EXERCISE OBJECTIVE:
In which lines of the data does the string "Road" appear? Copy every one.

DATA FOR PROCESSING:
⁂

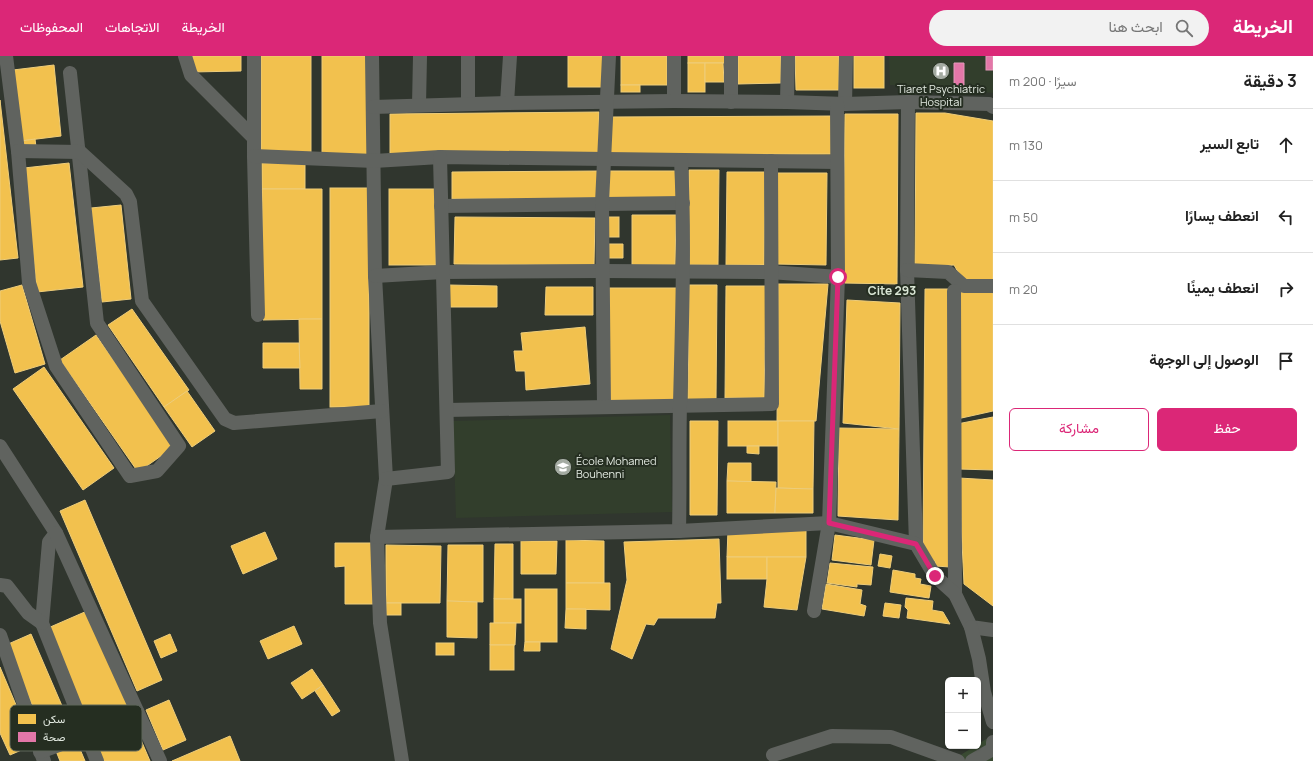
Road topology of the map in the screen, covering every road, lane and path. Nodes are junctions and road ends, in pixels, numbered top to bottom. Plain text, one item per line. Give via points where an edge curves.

⁂

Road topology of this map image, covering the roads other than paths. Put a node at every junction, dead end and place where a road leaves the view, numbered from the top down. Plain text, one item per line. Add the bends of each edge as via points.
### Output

⁂

RESPONSE TO THIS TASK:
Road topology of the map in the screen, covering every road, lane and path. Nodes are junctions and road ends, in pixels, numbered top to bottom. Plain text, one item per line. Give via points where an edge curves.
Road topology of this map image, covering the roads other than paths. Put a node at every junction, dead end and place where a road leaves the view, numbered from the top down. Plain text, one item per line. Add the bends of each edge as via points.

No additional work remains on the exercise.